[CentOS-devel] https://blog.centos.org/2020/12/future-is-centos-stream/

Wed Dec 9 18:04:14 UTC 2020
Phil Perry <pperry at elrepo.org>

On 09/12/2020 17:40, Stef Walter wrote:
> On Wed, Dec 9, 2020 at 6:33 PM David Hrbáč <david-lists at hrbac.cz 
> <mailto:david-lists at hrbac.cz>> wrote:
> 
>         I don't use CentOS Stream, I use RHEL. I use RHEL to develop
>         software
>         for RHEL and compatible OS clones, including CentOS. If Stream
>         retains
>         binary compatibility, and specifically kernel ABI compatibility,
>         then
>         the users of the software packages we develop can continue to
>         use them.
>         If not, they can't.
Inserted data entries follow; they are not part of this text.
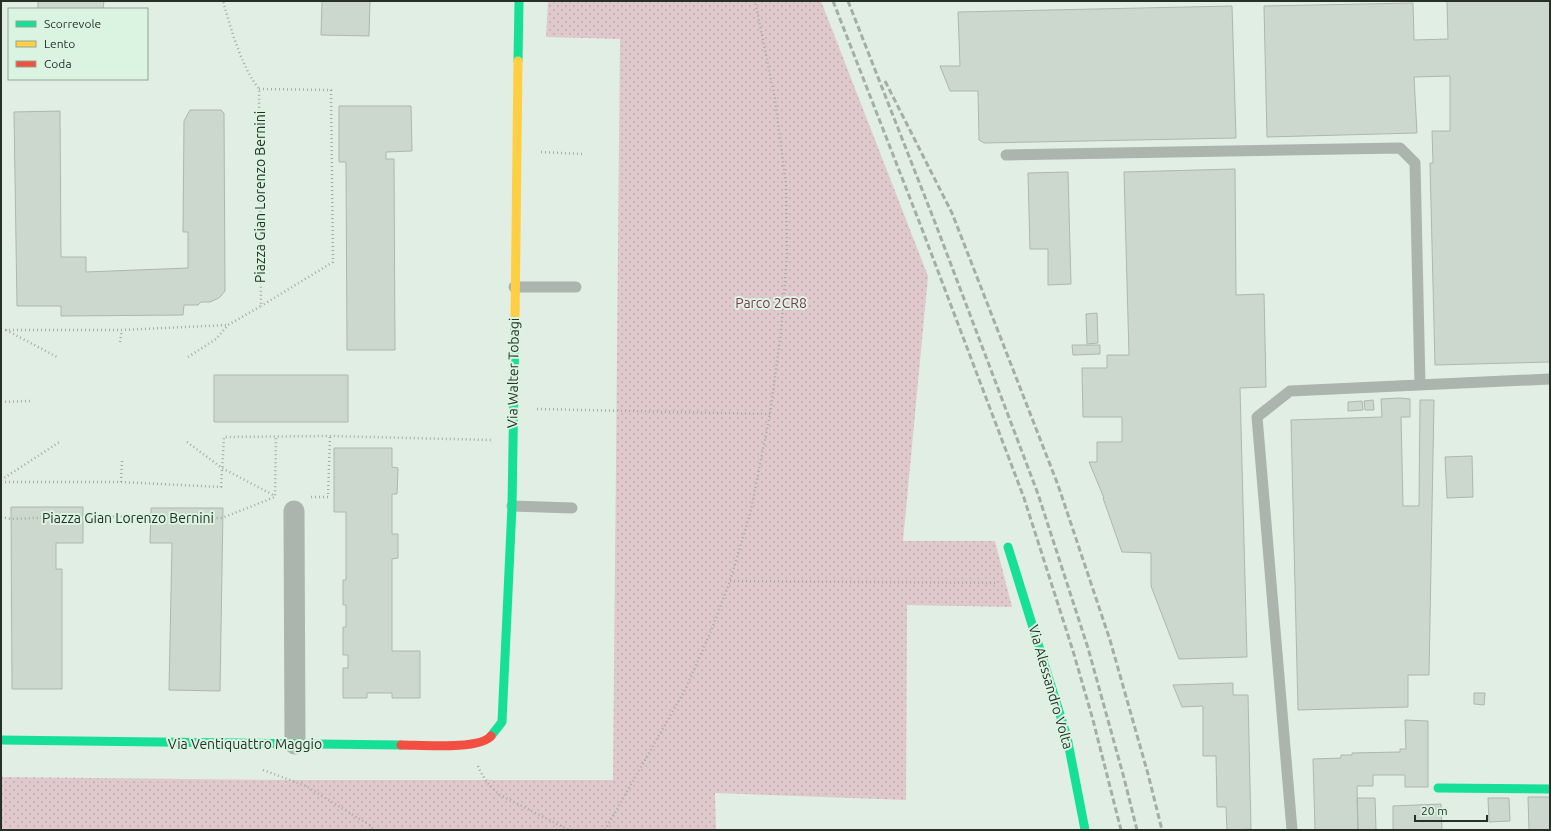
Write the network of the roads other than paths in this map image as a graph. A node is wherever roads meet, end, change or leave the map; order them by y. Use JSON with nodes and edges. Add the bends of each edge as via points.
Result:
{"nodes":[{"id":1,"x":519,"y":1,"type":"edge"},
{"id":2,"x":1006,"y":155,"type":"dead end"},
{"id":3,"x":576,"y":287,"type":"dead end"},
{"id":4,"x":514,"y":288,"type":"junction"},
{"id":5,"x":1550,"y":379,"type":"edge"},
{"id":6,"x":1420,"y":385,"type":"junction"},
{"id":7,"x":294,"y":504,"type":"road end"},
{"id":8,"x":512,"y":506,"type":"junction"},
{"id":9,"x":572,"y":508,"type":"dead end"},
{"id":10,"x":1008,"y":546,"type":"dead end"},
{"id":11,"x":1,"y":740,"type":"edge"},
{"id":12,"x":488,"y":740,"type":"joint"},
{"id":13,"x":295,"y":744,"type":"junction"},
{"id":14,"x":1438,"y":788,"type":"dead end"},
{"id":15,"x":1550,"y":789,"type":"edge"},
{"id":16,"x":1086,"y":830,"type":"edge"},
{"id":17,"x":1292,"y":830,"type":"edge"}],
"edges":[{"from":1,"to":4,"type":"street","name":"Via Walter Tobagi"},
{"from":2,"to":6,"type":"lane","via":[[1400,148],[1415,163]]},
{"from":3,"to":4,"type":"lane"},
{"from":4,"to":8,"type":"street","name":"Via Walter Tobagi"},
{"from":5,"to":6,"type":"lane"},
{"from":6,"to":17,"type":"lane","via":[[1290,391],[1257,417]]},
{"from":7,"to":13,"type":"street"},
{"from":8,"to":9,"type":"lane"},
{"from":8,"to":12,"type":"street","name":"Via Walter Tobagi","via":[[502,722]]},
{"from":10,"to":16,"type":"street","name":"Via Alessandro Volta","via":[[1067,737]]},
{"from":11,"to":13,"type":"street","name":"Via Ventiquattro Maggio"},
{"from":12,"to":13,"type":"street","name":"Via Ventiquattro Maggio","via":[[470,745]]},
{"from":14,"to":15,"type":"street"}]}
Simple as that. So please don't push rolling
>         kernel
>         updates to Stream that break the kernel ABI.
> 
> 
> Indeed. If any such broken change (eg: that breaks kernel ABI) is pushed 
> to Stream, that is treated as a serious problem by the RHEL engineering 
> teams. We have the necessary process in place to QE test changes before 
> they arrive in CentOS Stream.
> 
> I understand this fact alone is not a panacea for all the problems 
> people are highlighting. But it does seem to cover your use case. From a 
> regression, stability, ABI, and kernel ABI perspective, it is the goal 
> and focus of many of us in RHEL Engineering for CentOS Stream to be stable.
> 
> Cheers,
> 
> Stef
> 
> 

Hi Stef,

Thank you for your response. You do realise I'm not just talking about 
whitelisted kernel symbols, but the whole kernel ABI?

Whilst the RHEL kernel ABI whitelist is great in principle, in practice 
I am yet to find a kernel driver that uses only symbols on the 
whitelist. As I said previously, every single driver I maintain broke 
between RHEL8.2 and RHEL8.3 due to changes in the kernel ABI.